Dopo aver visto “partire” Telecom Italia con il controllo ceduto a poco prezzo a Telefonica da parte delle banche italiane, in questi giorni sembra ormai in via di definizione anche l’annosa vicenda di Alitalia, che dovrebbe finire una volta per tutte nell’orbita di Air France. Alitalia ha chiuso il primo semestre del 2013 con una perdita di 294 milioni di euro dopo anni di risultati ben poco soddisfacenti; ancora più grave, però, per il futuro della società è un posizionamento competitivo che non le permette di ritornare a risultati positivi al di fuori di un’aggregazione e il fatte che, a differenza di Telecom, l’assetto attuale molto difficilmente si potrà tradurre in un ritorno all’utile. La sofferenza economica e finanziaria di Alitalia dura da molti anni ed è frutto di tanti errori a opera di diversi protagonisti Ripercorrere le tappe che hanno portato a questa situazione è un esercizio lungo e complicato; quello che conta oggi è che la società è a rischio fallimento e ha urgente bisogno di una ricapitalizzazione.
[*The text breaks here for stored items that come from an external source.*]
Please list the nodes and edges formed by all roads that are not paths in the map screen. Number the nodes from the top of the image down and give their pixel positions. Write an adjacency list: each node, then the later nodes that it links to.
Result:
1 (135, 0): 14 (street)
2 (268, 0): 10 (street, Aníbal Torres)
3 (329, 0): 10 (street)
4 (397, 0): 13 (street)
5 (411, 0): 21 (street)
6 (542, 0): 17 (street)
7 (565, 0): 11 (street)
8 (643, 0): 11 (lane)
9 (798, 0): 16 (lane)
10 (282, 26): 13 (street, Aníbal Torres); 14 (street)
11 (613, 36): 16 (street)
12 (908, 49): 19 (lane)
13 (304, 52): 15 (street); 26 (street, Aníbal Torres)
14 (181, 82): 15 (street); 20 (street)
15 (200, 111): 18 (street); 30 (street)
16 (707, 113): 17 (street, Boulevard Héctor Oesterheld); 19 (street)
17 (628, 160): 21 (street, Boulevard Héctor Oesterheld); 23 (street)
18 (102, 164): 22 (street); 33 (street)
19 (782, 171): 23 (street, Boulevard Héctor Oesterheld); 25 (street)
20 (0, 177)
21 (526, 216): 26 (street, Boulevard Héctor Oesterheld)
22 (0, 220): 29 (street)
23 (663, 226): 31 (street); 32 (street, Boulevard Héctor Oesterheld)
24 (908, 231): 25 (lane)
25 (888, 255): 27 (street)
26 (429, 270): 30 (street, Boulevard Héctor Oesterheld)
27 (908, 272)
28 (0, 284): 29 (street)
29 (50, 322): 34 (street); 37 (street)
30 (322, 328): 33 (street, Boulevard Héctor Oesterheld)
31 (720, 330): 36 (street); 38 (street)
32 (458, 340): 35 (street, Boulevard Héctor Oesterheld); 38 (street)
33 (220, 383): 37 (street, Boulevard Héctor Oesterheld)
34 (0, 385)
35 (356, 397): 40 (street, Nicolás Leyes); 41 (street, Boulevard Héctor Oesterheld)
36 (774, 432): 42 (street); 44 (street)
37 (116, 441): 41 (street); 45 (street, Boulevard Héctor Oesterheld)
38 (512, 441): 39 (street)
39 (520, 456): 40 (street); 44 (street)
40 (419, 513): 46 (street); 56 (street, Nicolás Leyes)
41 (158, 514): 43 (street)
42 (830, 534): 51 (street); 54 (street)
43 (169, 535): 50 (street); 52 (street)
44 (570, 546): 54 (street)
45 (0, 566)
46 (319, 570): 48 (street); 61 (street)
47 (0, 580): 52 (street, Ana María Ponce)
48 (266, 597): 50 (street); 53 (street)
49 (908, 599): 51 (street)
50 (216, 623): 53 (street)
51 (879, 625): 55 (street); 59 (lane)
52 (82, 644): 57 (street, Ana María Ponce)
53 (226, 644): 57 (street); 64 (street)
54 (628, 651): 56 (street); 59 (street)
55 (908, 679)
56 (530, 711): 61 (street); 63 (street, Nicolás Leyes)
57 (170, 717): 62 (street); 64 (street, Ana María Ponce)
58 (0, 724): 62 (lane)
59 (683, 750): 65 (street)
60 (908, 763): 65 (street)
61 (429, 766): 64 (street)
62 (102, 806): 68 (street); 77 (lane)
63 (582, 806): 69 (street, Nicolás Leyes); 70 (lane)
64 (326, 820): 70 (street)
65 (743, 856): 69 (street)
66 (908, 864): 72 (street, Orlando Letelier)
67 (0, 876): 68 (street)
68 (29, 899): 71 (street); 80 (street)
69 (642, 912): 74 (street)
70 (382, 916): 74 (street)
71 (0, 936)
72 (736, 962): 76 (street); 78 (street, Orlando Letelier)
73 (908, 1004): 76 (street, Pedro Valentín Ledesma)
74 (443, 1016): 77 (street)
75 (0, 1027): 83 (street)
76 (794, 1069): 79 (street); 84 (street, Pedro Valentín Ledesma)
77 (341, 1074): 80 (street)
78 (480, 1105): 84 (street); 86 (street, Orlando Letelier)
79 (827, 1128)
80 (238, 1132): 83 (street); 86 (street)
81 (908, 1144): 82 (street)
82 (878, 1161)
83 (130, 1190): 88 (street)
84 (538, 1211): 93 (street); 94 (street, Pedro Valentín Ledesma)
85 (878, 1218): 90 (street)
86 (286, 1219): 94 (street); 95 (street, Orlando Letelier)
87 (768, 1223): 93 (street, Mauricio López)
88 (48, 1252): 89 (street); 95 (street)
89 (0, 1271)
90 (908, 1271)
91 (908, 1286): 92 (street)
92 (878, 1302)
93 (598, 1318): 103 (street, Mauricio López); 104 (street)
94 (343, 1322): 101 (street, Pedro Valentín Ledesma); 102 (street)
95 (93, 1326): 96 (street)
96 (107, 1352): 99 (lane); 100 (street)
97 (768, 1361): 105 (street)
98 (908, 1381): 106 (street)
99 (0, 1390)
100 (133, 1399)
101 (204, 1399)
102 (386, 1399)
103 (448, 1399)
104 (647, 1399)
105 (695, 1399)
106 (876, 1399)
I soci attuali non sono, comprensibilmente, particolarmente intenzionati a sottoscrivere l’aumento, investendo altri soldi, di una società che riporta perdite consistenti e che ragionevolmente non tornerà a essere profittevole. L’ipotesi più probabile per garantire la continuità di Alitalia è che venga fusa al più presto con Air France che già detiene il 25% della società e che insieme a Klm è alleata commerciale dell’ex compagnia di bandiera italiana. I soci italiani sarebbero felici di smettere di contribuire alle perdite di Alitalia. Il problema che si pone al “sistema Paese” è se questa fusione sia più o meno funzionale agli interessi economici dell’Italia. La domanda non è di poco conto, perché l’Italia è un mercato di 60 milioni di persone e soprattutto perché ha, o dovrebbe avere, nel turismo una risorsa importante per la crescita economica. La preoccupazione, decisamente legittima, è che Air France si porti via Alitalia e il suo mercato per pochi euro.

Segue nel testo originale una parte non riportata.